<<<<

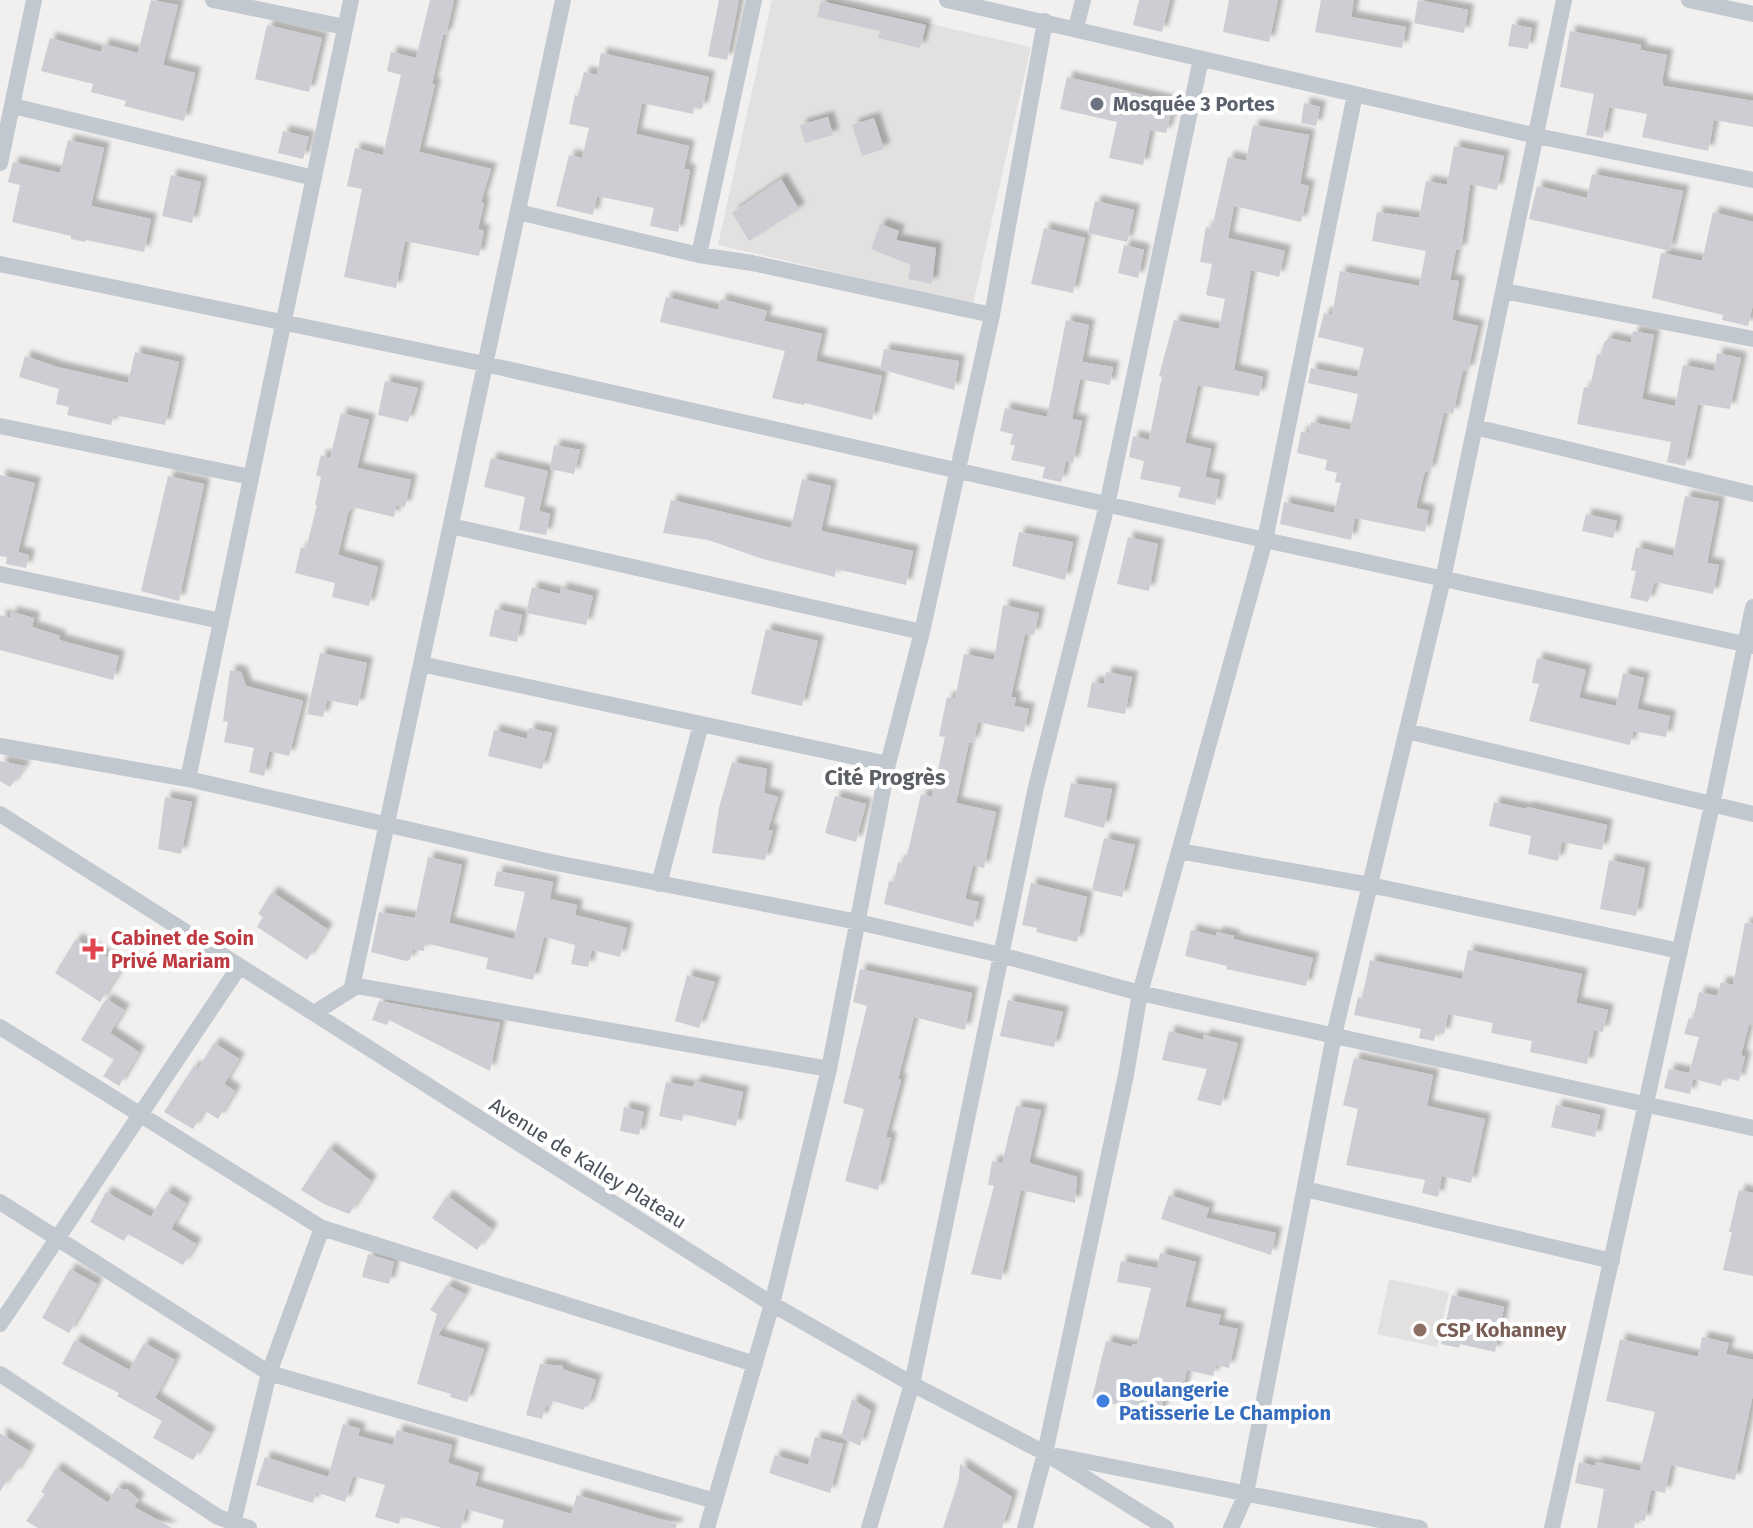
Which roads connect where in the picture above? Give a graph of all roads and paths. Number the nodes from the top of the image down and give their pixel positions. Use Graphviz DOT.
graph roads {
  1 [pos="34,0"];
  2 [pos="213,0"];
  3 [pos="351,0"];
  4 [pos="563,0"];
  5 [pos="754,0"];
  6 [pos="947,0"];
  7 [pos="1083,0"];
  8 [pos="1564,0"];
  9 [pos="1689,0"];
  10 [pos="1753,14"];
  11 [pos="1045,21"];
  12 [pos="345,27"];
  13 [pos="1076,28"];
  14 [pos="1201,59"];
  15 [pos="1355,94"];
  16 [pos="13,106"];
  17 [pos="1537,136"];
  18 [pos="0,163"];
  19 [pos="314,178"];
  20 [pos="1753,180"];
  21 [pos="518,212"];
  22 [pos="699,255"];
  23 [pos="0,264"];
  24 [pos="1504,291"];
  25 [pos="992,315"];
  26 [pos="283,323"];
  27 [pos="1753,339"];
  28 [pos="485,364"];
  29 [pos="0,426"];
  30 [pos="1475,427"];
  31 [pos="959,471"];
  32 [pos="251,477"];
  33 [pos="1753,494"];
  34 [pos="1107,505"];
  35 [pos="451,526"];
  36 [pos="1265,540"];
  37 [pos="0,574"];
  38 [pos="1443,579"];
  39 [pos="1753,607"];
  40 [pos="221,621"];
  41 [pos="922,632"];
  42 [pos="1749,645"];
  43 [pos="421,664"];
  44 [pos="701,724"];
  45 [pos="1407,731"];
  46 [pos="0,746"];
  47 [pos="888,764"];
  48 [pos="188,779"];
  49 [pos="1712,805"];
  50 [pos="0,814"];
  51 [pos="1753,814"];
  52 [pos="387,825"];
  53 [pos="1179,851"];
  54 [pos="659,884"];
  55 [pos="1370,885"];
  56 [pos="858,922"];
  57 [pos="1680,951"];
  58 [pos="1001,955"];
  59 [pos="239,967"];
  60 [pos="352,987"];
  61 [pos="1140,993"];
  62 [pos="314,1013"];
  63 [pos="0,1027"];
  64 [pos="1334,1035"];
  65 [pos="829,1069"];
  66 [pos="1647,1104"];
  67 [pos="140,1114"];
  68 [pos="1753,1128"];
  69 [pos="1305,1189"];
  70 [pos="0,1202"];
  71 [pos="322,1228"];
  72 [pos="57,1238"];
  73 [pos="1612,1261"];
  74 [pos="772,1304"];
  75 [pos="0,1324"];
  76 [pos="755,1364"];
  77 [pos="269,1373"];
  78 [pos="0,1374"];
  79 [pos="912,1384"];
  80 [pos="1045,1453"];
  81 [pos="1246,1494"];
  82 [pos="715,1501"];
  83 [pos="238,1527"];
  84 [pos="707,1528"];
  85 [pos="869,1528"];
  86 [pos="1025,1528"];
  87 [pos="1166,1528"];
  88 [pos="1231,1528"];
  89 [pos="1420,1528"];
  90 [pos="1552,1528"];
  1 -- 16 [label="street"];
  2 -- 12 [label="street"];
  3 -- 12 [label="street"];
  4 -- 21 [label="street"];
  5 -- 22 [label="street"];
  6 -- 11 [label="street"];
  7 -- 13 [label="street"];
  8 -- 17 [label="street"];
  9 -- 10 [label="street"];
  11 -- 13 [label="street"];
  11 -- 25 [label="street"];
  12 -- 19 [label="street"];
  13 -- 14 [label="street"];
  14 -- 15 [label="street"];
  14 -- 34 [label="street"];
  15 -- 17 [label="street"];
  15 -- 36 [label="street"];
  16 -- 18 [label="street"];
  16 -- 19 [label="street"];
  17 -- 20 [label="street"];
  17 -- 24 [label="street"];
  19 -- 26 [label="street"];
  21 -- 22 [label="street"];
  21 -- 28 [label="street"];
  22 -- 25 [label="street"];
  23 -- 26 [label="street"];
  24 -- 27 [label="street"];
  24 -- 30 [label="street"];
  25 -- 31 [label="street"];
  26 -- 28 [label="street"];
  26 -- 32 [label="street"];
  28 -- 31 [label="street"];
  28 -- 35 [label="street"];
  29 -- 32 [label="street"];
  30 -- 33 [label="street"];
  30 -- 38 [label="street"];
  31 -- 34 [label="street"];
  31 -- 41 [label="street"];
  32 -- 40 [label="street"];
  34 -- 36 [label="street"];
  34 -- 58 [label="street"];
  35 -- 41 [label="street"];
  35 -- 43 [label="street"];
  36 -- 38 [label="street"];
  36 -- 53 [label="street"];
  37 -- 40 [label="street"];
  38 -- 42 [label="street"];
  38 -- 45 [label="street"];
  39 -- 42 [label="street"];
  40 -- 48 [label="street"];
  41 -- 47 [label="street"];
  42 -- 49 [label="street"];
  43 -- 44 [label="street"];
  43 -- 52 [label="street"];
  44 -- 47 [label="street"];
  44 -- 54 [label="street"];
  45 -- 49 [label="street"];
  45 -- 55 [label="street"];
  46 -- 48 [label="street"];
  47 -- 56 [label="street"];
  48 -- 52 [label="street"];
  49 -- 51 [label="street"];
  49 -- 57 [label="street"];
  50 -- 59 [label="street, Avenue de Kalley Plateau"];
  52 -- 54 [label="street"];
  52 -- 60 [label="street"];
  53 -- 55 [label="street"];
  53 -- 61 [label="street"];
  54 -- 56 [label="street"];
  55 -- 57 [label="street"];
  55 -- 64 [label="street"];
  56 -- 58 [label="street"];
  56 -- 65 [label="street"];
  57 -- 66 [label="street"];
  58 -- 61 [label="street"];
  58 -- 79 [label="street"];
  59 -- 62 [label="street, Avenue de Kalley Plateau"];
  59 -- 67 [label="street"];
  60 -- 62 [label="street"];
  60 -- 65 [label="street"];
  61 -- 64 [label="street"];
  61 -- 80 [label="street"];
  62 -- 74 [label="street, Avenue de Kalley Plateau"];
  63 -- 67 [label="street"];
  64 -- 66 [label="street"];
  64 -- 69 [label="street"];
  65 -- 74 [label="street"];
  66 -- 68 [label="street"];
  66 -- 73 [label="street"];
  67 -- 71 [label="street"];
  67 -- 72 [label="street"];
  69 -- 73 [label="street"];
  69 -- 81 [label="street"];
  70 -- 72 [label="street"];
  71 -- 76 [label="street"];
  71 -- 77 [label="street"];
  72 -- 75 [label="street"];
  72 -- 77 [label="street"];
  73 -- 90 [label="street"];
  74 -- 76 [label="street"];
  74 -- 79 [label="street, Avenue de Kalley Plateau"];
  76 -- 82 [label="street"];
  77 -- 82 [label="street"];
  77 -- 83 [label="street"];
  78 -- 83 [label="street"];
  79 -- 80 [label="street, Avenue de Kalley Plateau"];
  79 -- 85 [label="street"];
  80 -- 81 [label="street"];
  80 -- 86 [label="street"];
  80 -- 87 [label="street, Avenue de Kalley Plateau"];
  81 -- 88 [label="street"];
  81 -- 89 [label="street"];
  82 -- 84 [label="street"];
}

>>>>
<<<<

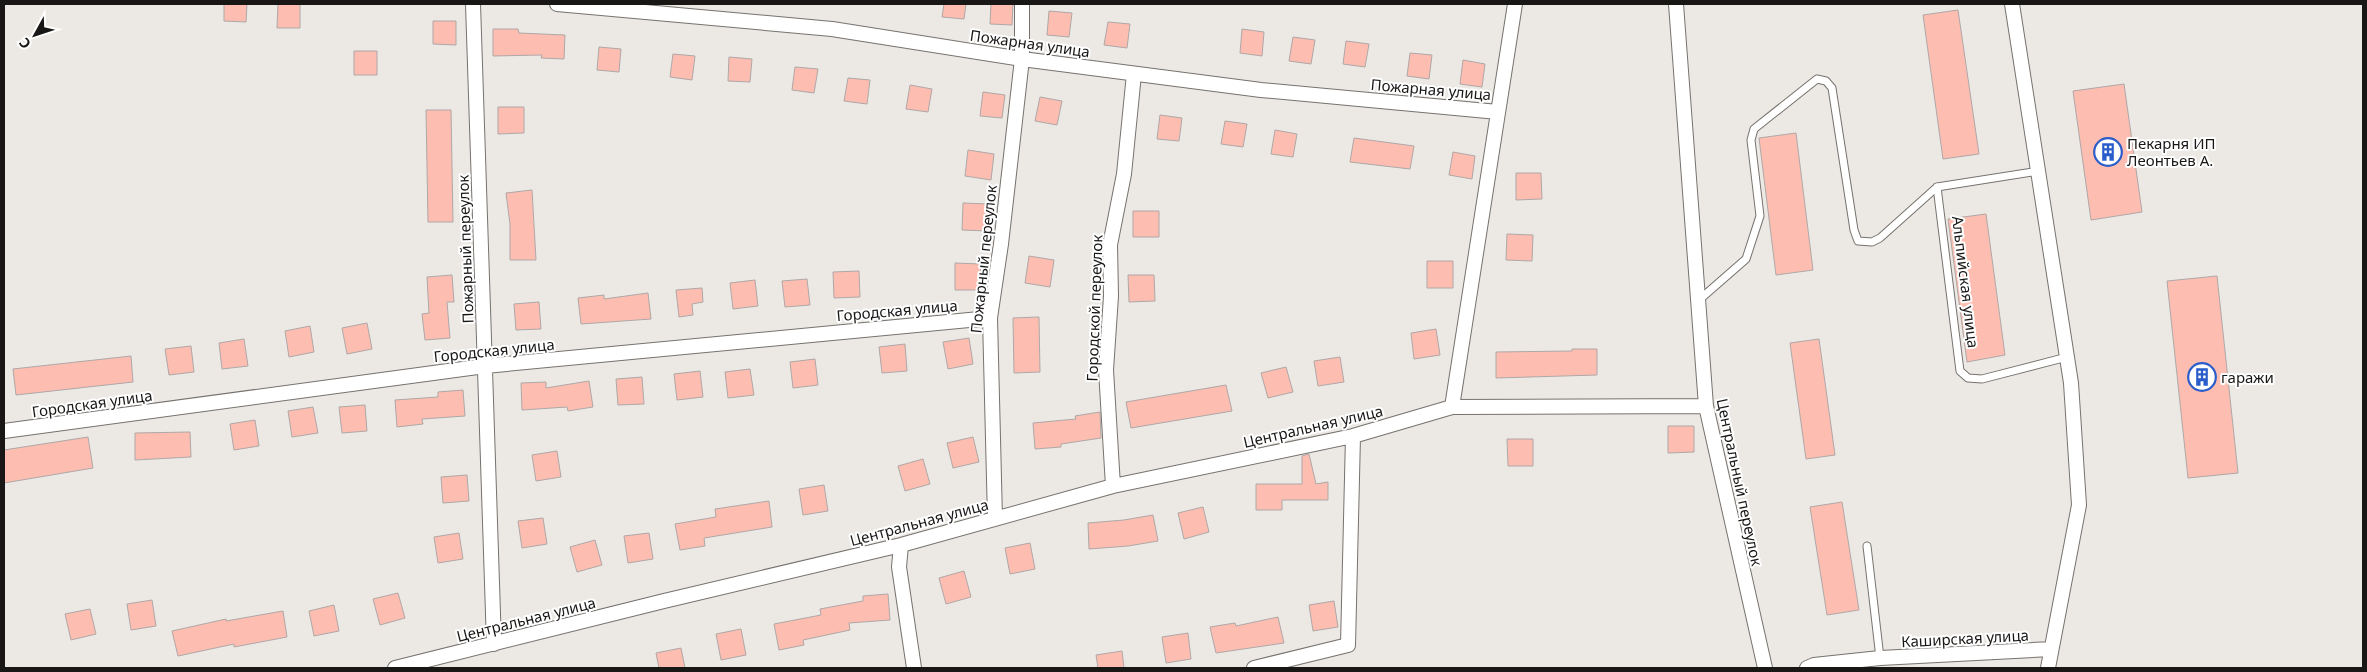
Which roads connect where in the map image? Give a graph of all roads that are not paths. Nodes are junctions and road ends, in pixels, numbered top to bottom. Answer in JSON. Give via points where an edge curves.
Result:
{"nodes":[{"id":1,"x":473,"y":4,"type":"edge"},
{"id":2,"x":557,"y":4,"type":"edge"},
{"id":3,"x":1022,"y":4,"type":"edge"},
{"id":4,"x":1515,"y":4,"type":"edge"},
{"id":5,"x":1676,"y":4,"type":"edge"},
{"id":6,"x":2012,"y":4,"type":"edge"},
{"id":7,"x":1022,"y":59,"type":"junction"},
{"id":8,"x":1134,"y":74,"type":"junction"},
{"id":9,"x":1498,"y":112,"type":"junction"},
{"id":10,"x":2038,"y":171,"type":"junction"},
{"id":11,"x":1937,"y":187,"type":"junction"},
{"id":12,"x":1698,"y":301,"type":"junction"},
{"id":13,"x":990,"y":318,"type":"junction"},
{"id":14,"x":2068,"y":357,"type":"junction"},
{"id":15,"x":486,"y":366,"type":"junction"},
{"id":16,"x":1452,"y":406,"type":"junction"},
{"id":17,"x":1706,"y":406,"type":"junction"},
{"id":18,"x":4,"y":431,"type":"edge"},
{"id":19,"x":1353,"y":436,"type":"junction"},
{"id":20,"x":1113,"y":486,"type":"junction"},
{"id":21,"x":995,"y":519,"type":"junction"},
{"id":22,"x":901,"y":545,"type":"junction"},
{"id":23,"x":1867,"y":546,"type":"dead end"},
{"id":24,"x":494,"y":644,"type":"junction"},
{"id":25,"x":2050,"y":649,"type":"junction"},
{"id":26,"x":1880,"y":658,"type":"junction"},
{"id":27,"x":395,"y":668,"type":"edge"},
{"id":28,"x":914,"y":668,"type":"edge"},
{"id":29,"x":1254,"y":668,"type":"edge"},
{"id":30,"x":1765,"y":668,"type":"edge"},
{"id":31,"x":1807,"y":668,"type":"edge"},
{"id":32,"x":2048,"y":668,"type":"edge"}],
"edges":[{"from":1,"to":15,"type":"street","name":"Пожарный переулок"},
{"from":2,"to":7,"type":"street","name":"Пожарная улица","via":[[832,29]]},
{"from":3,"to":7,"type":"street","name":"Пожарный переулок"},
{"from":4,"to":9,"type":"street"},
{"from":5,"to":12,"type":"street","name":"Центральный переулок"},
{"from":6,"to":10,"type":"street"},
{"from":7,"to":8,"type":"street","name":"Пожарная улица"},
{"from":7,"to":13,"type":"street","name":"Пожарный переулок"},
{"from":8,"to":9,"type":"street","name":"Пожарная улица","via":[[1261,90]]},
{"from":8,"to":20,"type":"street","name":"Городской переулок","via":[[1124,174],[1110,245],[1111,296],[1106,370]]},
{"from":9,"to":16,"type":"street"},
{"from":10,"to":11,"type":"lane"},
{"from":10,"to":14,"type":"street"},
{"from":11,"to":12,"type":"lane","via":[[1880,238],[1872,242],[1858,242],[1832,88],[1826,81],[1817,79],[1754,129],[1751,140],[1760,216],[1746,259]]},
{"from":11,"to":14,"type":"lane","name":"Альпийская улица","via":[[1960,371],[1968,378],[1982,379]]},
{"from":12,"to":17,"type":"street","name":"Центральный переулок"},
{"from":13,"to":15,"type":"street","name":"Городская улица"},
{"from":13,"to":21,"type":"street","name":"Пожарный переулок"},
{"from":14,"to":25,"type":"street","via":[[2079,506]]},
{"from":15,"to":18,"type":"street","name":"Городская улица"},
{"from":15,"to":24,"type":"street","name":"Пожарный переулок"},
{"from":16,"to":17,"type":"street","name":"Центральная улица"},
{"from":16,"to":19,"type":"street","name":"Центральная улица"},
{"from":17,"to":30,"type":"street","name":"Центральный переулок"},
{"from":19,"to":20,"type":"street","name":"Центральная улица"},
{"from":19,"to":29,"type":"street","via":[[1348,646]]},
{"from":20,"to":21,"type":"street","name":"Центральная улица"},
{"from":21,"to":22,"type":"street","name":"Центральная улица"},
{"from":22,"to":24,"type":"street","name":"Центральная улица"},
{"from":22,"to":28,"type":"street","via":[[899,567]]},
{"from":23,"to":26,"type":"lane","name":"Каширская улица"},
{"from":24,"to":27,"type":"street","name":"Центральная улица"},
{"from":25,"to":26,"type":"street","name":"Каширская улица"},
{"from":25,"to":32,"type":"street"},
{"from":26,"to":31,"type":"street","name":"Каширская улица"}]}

>>>>

From the data, list each line in which the string "Пожарная" appears.

{"from":2,"to":7,"type":"street","name":"Пожарная улица","via":[[832,29]]},
{"from":7,"to":8,"type":"street","name":"Пожарная улица"},
{"from":8,"to":9,"type":"street","name":"Пожарная улица","via":[[1261,90]]},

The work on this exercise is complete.